> **Exercise**:
Among the records below, find each line that includes the string "Airport" and copy it.
+++ Data for analysis +++
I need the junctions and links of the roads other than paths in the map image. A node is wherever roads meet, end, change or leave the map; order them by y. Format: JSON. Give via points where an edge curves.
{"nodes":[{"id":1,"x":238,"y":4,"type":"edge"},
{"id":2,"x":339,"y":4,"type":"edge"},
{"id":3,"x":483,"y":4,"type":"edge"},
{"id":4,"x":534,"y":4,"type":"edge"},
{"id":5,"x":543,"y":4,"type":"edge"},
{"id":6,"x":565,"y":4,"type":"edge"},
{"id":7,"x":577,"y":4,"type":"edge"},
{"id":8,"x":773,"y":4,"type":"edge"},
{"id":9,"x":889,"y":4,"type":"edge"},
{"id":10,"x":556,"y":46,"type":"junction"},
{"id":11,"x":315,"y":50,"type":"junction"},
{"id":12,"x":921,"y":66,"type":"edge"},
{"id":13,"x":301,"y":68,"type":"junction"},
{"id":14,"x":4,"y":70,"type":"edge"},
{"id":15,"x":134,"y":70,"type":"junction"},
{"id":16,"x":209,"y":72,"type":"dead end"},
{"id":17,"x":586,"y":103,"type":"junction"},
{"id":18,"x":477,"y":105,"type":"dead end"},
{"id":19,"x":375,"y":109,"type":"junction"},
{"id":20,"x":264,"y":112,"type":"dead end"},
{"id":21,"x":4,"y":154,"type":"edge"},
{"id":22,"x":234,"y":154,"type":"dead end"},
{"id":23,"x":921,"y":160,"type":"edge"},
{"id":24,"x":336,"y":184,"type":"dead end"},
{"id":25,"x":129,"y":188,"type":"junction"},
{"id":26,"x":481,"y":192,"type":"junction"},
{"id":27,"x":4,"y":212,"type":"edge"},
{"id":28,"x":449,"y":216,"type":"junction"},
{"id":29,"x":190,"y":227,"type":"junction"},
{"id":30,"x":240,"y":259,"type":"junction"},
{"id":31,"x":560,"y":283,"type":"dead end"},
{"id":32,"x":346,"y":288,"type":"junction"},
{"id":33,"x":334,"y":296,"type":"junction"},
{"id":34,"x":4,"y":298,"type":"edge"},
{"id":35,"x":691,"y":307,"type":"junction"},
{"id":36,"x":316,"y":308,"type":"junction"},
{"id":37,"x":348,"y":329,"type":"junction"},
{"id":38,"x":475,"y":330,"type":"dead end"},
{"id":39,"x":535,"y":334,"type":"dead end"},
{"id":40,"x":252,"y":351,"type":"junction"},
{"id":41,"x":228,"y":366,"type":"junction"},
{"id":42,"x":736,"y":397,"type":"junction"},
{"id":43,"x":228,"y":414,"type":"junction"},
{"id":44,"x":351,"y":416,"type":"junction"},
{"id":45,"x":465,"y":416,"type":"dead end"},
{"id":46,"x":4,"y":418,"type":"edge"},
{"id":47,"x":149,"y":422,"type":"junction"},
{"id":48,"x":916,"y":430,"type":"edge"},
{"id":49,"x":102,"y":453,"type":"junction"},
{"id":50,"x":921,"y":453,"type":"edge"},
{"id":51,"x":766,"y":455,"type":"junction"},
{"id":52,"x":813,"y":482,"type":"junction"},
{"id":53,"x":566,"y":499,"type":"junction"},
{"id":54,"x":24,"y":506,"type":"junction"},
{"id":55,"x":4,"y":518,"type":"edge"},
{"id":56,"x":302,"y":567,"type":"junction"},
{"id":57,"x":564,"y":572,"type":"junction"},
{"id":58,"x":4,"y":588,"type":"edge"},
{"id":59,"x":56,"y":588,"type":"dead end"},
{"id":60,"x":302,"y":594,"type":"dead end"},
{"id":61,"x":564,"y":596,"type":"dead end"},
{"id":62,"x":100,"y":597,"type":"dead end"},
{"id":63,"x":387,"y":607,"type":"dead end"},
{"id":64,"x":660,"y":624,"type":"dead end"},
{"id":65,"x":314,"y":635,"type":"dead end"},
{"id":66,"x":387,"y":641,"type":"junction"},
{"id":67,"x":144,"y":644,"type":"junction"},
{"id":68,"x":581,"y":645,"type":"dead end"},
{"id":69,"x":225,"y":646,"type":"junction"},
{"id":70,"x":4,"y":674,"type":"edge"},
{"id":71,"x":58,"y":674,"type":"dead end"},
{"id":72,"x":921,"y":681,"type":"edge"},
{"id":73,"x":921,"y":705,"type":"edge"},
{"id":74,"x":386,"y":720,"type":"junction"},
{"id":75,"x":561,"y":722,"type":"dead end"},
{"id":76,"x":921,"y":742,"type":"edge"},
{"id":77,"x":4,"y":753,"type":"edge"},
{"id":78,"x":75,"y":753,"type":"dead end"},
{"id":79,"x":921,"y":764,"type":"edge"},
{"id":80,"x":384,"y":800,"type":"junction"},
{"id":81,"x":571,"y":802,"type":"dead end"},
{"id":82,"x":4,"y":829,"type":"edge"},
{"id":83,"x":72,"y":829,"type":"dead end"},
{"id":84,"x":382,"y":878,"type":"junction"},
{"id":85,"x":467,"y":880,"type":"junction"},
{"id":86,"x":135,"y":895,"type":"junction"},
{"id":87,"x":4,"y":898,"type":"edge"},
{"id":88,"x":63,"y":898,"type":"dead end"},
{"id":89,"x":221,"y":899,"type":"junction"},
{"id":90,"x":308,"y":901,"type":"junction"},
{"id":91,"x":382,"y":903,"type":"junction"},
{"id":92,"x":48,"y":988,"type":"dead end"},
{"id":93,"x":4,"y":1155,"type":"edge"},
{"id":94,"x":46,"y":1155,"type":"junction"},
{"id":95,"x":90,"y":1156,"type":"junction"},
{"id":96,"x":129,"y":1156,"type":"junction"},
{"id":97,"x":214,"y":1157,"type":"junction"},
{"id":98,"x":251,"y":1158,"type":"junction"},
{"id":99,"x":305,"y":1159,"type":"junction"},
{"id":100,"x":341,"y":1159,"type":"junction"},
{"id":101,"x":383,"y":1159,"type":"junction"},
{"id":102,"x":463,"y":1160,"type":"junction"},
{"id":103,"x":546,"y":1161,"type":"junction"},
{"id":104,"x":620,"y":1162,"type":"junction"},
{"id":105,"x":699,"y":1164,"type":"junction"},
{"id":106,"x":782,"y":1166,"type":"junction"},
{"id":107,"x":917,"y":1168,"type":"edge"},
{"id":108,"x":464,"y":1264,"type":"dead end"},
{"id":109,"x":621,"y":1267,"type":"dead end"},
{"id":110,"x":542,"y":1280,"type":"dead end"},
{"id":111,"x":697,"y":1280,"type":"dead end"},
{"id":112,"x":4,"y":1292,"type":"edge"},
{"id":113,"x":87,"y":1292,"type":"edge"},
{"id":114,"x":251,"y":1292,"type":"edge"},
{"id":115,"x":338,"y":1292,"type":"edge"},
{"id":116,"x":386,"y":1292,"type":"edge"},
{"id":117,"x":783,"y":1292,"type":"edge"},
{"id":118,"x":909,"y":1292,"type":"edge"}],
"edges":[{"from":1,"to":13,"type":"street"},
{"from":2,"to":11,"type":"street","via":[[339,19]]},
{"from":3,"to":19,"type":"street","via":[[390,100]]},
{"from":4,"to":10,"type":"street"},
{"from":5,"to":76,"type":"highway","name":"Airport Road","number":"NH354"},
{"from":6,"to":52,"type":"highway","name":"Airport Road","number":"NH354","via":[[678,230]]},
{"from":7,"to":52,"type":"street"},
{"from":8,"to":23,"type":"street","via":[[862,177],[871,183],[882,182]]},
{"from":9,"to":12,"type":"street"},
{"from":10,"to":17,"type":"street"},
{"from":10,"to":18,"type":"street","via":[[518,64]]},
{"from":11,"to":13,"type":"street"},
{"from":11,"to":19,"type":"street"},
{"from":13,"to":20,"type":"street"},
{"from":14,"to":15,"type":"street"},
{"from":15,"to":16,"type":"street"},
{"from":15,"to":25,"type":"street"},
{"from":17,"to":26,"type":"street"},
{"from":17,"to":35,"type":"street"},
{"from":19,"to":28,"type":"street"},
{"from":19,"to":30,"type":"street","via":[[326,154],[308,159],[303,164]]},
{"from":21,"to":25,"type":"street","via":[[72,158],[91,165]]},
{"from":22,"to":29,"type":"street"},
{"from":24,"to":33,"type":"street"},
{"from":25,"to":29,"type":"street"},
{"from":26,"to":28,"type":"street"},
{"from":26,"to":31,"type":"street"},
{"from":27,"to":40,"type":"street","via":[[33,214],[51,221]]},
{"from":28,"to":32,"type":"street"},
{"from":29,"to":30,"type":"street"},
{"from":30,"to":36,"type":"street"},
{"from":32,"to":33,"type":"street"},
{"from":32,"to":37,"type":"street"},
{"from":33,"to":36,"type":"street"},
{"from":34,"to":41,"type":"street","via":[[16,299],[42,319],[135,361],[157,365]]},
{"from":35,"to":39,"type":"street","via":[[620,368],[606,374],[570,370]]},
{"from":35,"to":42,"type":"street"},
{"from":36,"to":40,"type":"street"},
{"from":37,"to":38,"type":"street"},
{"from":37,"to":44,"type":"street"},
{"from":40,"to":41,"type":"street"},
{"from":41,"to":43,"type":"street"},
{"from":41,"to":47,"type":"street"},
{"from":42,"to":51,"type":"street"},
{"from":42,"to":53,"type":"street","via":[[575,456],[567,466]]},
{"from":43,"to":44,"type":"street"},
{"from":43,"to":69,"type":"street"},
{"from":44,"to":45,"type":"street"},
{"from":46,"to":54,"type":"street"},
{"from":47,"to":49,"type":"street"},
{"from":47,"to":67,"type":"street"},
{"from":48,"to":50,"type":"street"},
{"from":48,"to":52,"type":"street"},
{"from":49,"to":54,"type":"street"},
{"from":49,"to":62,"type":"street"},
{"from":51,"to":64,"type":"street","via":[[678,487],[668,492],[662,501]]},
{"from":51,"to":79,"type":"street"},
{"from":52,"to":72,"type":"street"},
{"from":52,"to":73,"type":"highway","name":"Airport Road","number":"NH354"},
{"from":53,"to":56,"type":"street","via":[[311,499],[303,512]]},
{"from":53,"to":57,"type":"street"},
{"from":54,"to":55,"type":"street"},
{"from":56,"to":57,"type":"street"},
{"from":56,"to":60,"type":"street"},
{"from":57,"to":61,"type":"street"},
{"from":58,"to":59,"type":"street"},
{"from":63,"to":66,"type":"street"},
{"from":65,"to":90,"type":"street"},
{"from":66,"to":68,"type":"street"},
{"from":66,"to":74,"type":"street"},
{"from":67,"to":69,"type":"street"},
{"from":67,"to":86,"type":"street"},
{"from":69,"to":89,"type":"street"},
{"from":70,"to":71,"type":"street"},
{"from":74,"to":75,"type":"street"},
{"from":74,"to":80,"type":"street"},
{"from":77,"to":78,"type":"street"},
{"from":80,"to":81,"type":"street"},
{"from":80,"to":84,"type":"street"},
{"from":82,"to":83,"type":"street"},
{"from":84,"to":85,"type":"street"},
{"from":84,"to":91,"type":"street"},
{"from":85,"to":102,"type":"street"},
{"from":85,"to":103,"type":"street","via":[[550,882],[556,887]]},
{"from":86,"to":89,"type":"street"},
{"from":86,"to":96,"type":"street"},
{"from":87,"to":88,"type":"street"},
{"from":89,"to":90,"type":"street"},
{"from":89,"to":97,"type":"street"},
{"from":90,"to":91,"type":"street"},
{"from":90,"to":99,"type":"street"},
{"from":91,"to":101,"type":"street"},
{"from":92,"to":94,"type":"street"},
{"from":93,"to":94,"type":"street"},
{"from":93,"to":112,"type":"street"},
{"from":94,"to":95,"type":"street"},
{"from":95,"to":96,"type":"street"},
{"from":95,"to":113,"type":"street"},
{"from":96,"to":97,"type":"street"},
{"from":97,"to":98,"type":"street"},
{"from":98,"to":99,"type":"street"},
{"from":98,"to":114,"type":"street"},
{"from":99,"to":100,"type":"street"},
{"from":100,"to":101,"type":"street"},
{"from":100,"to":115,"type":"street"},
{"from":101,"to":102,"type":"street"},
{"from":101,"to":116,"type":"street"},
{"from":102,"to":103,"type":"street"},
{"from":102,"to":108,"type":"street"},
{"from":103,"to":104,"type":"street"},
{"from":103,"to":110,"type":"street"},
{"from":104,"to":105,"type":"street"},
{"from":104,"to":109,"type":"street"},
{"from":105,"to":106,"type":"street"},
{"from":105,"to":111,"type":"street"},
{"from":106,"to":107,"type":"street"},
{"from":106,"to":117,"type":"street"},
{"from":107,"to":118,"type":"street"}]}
+++
> **Output for this task**:
{"from":5,"to":76,"type":"highway","name":"Airport Road","number":"NH354"},
{"from":6,"to":52,"type":"highway","name":"Airport Road","number":"NH354","via":[[678,230]]},
{"from":52,"to":73,"type":"highway","name":"Airport Road","number":"NH354"},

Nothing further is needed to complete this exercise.